Léo Lins foi condenado não por uma piada solta, mas por sistematizar um tipo de humor que desumaniza. Lula, como tantos políticos, fala muita besteira — e deve ser cobrado por isso. Mas não se pode colocar tudo no mesmo saco só porque dá uma sensação de justiça de almanaque.
Esse impulso de “empatar na ignorância” é típico de um país que cansou de pensar. Ou que tem medo do que o pensamento possa exigir. Como escreveu Zygmunt Bauman, “na sociedade líquida, a tentação do atalho supera o esforço do argumento”.
E o atalho está em toda parte.
No Senado onde a influencer é bajulada e a ministra é silenciada. Na timeline onde cada meme vale mais que uma apuração. Na Câmara onde piada vale mais que projeto. E até na roda de amigos, onde discordar com argumento já soa como provocação.
O Brasil, me parece, está com o cérebro rachado. Não porque pensa diferente — isso é saudável. Mas porque não consegue mais sustentar uma ideia até o fim. Porque interrompe tudo com “e o outro lado?”, como se o erro de um apagasse o erro do outro.
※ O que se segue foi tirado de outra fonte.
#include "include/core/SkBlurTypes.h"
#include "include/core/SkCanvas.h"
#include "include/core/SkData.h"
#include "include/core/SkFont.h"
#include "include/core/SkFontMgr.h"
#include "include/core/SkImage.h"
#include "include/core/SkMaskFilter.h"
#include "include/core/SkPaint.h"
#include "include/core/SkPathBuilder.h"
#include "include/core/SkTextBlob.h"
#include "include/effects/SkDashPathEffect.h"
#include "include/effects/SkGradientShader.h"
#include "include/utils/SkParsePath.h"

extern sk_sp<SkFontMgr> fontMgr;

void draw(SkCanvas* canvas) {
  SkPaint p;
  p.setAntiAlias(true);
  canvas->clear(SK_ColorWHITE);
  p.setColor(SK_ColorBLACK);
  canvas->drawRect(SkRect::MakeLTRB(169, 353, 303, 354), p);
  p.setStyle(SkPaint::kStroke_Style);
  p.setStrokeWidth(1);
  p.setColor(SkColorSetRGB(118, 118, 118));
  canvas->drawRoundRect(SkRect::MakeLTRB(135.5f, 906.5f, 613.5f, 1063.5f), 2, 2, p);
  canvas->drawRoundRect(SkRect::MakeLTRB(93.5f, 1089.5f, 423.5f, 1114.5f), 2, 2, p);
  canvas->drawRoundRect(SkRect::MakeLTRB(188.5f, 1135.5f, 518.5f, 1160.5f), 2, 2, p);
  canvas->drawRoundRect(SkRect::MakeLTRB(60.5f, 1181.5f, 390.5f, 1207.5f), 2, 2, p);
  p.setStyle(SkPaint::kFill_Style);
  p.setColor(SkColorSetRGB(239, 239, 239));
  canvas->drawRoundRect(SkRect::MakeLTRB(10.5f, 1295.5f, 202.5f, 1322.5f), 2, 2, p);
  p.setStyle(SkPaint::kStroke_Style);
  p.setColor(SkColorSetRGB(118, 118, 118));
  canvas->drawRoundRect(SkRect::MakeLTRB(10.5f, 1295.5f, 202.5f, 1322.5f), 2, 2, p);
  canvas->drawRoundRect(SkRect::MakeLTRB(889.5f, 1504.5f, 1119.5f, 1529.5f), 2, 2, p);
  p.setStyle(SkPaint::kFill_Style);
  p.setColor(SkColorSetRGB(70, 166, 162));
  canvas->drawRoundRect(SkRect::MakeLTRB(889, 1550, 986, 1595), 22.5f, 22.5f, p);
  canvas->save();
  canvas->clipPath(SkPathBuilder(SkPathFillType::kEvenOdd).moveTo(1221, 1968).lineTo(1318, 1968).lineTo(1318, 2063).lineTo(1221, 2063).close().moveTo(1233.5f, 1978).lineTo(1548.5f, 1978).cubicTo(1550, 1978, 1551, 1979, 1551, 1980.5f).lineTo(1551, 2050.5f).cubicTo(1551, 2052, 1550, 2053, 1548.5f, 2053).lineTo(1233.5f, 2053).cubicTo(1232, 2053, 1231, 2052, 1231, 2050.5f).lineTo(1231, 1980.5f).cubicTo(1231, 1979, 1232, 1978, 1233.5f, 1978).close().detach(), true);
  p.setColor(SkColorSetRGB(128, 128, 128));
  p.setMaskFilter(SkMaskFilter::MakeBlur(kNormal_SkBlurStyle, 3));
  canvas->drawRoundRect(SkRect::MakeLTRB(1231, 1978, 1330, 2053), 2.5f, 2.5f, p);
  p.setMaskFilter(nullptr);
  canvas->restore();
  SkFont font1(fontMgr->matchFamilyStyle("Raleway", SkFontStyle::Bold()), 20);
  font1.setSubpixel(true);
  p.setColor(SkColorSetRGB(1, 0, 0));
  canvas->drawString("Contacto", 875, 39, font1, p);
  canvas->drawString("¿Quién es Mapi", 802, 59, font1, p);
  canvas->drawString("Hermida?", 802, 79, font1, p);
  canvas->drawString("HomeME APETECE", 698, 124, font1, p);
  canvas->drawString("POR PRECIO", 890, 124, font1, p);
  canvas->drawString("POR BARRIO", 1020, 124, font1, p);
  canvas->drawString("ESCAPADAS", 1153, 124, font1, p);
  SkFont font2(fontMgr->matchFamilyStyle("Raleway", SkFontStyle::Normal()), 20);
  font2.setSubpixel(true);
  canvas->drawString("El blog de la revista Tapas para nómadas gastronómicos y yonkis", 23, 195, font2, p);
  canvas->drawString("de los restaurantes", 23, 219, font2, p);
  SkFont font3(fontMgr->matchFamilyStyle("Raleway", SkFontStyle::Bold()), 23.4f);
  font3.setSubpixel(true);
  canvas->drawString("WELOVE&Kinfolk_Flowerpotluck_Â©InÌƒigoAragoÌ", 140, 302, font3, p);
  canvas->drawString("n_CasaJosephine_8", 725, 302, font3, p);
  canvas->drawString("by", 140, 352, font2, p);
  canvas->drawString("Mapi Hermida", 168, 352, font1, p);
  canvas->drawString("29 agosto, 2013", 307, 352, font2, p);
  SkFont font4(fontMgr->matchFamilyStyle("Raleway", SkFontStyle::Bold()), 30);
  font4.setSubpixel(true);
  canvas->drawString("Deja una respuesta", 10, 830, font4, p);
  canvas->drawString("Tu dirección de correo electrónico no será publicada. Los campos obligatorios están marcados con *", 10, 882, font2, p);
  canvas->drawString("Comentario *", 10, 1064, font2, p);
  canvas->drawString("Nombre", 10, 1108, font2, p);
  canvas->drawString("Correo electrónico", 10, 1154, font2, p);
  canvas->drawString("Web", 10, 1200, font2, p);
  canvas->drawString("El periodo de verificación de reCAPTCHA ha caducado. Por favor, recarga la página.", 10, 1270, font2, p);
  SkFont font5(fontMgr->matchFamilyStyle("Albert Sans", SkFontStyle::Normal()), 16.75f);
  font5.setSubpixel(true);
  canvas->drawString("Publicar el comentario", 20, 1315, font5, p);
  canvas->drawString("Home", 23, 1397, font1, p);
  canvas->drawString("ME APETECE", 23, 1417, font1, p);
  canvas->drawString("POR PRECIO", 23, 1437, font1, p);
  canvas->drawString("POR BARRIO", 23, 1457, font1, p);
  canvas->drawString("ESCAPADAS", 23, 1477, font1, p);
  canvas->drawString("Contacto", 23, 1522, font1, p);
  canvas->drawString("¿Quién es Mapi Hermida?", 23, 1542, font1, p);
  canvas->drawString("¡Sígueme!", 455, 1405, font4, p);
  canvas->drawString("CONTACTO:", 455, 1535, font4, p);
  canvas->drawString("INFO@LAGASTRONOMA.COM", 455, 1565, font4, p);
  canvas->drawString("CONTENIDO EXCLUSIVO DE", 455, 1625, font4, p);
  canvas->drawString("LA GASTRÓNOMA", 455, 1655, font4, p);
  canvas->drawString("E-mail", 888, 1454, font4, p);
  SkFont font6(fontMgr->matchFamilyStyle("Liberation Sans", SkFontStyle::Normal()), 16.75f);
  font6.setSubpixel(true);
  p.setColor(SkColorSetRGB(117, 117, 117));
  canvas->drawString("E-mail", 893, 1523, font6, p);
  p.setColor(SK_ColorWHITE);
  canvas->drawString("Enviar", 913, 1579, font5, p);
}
Como se só houvesse dois lados — e a realidade fosse um joguinho de sinuca onde ninguém acerta, mas todo mundo bate.
Com Alex, tentei retomar o fio. Disse que criticar o Lula é legítimo. Que não existe blindagem para político. Mas que a justiça precisa julgar com critério — e que os critérios incluem dolo, repetição, alvo e efeito.
Ele respondeu mais calmo, mas ainda cético. “Sei lá, tá tudo zoado, mano. Tá difícil de confiar em qualquer coisa.”
E talvez seja aí que mora o problema. Não na discordância em si — mas no cansaço que ela provoca. No desânimo diante da complexidade. Na ânsia por atalhos. Na vontade de ter razão sem passar pelo esforço de entender.
Mas pensar exige pausa. Exige escuta. Exige que a gente olhe para o outro sem já ter a resposta pronta. E exige que a gente entenda que a liberdade de expressão não é só um direito — é uma responsabilidade.
E, sim, até a piada tem limite.
O que Leo Lins fez não foi um tropeço. Foi método. E quando o riso vira arma, a justiça precisa agir — não para censurar, mas para proteger. Não para podar a arte, mas para lembrar que toda arte tem contexto. E que o humor que bate sempre no mesmo já não é crítica — é covardia.
No fim, a conversa com o Alex terminou como um jogo embaçado: empate, mas com respeito. E talvez, nesse país rachado, isso já seja um gol.
Mas o que fica é o alerta: ou reaprendemos a pensar juntos — ou seguiremos trocando ideias por indignação instantânea.
E nesse jogo, ninguém vence. Nem no argumento. Nem na bola.